> [TASK INSTRUCTIONS] Word for word, retype every line of the data.
________________________
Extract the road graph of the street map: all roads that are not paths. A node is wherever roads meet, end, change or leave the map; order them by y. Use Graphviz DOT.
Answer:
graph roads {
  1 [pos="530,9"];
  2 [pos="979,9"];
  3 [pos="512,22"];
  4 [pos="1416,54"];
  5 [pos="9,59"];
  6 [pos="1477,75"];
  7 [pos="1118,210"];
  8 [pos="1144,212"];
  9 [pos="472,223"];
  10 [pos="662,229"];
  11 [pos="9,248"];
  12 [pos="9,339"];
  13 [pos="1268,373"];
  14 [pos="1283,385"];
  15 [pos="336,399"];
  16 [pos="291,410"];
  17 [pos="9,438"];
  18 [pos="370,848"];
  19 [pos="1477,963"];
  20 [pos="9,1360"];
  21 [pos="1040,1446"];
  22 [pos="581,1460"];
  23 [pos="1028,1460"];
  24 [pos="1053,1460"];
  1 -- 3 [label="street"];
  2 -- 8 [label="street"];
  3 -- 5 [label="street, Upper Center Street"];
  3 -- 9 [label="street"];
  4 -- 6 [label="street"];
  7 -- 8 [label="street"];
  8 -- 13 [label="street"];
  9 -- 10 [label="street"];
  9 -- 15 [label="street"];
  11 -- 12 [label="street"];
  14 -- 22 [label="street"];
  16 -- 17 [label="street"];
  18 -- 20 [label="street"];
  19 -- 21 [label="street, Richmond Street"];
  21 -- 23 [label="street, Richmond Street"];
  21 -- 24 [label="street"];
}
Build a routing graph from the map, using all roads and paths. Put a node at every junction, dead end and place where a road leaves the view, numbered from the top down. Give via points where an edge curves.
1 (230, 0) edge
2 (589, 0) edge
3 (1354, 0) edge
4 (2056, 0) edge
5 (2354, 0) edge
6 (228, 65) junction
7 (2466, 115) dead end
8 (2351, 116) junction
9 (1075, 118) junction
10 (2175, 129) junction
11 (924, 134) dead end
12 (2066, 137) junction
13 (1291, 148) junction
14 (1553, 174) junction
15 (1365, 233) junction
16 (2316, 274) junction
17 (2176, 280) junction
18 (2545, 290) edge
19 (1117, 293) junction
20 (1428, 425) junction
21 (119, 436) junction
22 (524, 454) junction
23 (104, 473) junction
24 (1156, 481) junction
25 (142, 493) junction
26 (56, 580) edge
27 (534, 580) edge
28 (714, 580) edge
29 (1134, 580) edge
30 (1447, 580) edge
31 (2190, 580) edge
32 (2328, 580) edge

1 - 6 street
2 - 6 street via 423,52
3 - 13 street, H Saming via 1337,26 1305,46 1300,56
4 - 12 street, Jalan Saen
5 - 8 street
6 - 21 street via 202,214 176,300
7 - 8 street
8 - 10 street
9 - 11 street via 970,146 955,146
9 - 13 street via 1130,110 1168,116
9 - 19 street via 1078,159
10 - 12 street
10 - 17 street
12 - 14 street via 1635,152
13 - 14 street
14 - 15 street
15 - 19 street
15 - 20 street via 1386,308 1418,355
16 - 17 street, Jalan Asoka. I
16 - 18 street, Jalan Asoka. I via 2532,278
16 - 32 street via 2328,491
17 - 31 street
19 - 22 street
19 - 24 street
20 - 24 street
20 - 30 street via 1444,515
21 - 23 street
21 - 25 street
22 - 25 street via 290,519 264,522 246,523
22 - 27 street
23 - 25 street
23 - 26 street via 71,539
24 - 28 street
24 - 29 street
________________________
> [EXERCISE ANSWER]
Extract the road graph of the street map: all roads that are not paths. A node is wherever roads meet, end, change or leave the map; order them by y. Use Graphviz DOT.
Answer:
graph roads {
  1 [pos="530,9"];
  2 [pos="979,9"];
  3 [pos="512,22"];
  4 [pos="1416,54"];
  5 [pos="9,59"];
  6 [pos="1477,75"];
  7 [pos="1118,210"];
  8 [pos="1144,212"];
  9 [pos="472,223"];
  10 [pos="662,229"];
  11 [pos="9,248"];
  12 [pos="9,339"];
  13 [pos="1268,373"];
  14 [pos="1283,385"];
  15 [pos="336,399"];
  16 [pos="291,410"];
  17 [pos="9,438"];
  18 [pos="370,848"];
  19 [pos="1477,963"];
  20 [pos="9,1360"];
  21 [pos="1040,1446"];
  22 [pos="581,1460"];
  23 [pos="1028,1460"];
  24 [pos="1053,1460"];
  1 -- 3 [label="street"];
  2 -- 8 [label="street"];
  3 -- 5 [label="street, Upper Center Street"];
  3 -- 9 [label="street"];
  4 -- 6 [label="street"];
  7 -- 8 [label="street"];
  8 -- 13 [label="street"];
  9 -- 10 [label="street"];
  9 -- 15 [label="street"];
  11 -- 12 [label="street"];
  14 -- 22 [label="street"];
  16 -- 17 [label="street"];
  18 -- 20 [label="street"];
  19 -- 21 [label="street, Richmond Street"];
  21 -- 23 [label="street, Richmond Street"];
  21 -- 24 [label="street"];
}
Build a routing graph from the map, using all roads and paths. Put a node at every junction, dead end and place where a road leaves the view, numbered from the top down. Give via points where an edge curves.
1 (230, 0) edge
2 (589, 0) edge
3 (1354, 0) edge
4 (2056, 0) edge
5 (2354, 0) edge
6 (228, 65) junction
7 (2466, 115) dead end
8 (2351, 116) junction
9 (1075, 118) junction
10 (2175, 129) junction
11 (924, 134) dead end
12 (2066, 137) junction
13 (1291, 148) junction
14 (1553, 174) junction
15 (1365, 233) junction
16 (2316, 274) junction
17 (2176, 280) junction
18 (2545, 290) edge
19 (1117, 293) junction
20 (1428, 425) junction
21 (119, 436) junction
22 (524, 454) junction
23 (104, 473) junction
24 (1156, 481) junction
25 (142, 493) junction
26 (56, 580) edge
27 (534, 580) edge
28 (714, 580) edge
29 (1134, 580) edge
30 (1447, 580) edge
31 (2190, 580) edge
32 (2328, 580) edge

1 - 6 street
2 - 6 street via 423,52
3 - 13 street, H Saming via 1337,26 1305,46 1300,56
4 - 12 street, Jalan Saen
5 - 8 street
6 - 21 street via 202,214 176,300
7 - 8 street
8 - 10 street
9 - 11 street via 970,146 955,146
9 - 13 street via 1130,110 1168,116
9 - 19 street via 1078,159
10 - 12 street
10 - 17 street
12 - 14 street via 1635,152
13 - 14 street
14 - 15 street
15 - 19 street
15 - 20 street via 1386,308 1418,355
16 - 17 street, Jalan Asoka. I
16 - 18 street, Jalan Asoka. I via 2532,278
16 - 32 street via 2328,491
17 - 31 street
19 - 22 street
19 - 24 street
20 - 24 street
20 - 30 street via 1444,515
21 - 23 street
21 - 25 street
22 - 25 street via 290,519 264,522 246,523
22 - 27 street
23 - 25 street
23 - 26 street via 71,539
24 - 28 street
24 - 29 street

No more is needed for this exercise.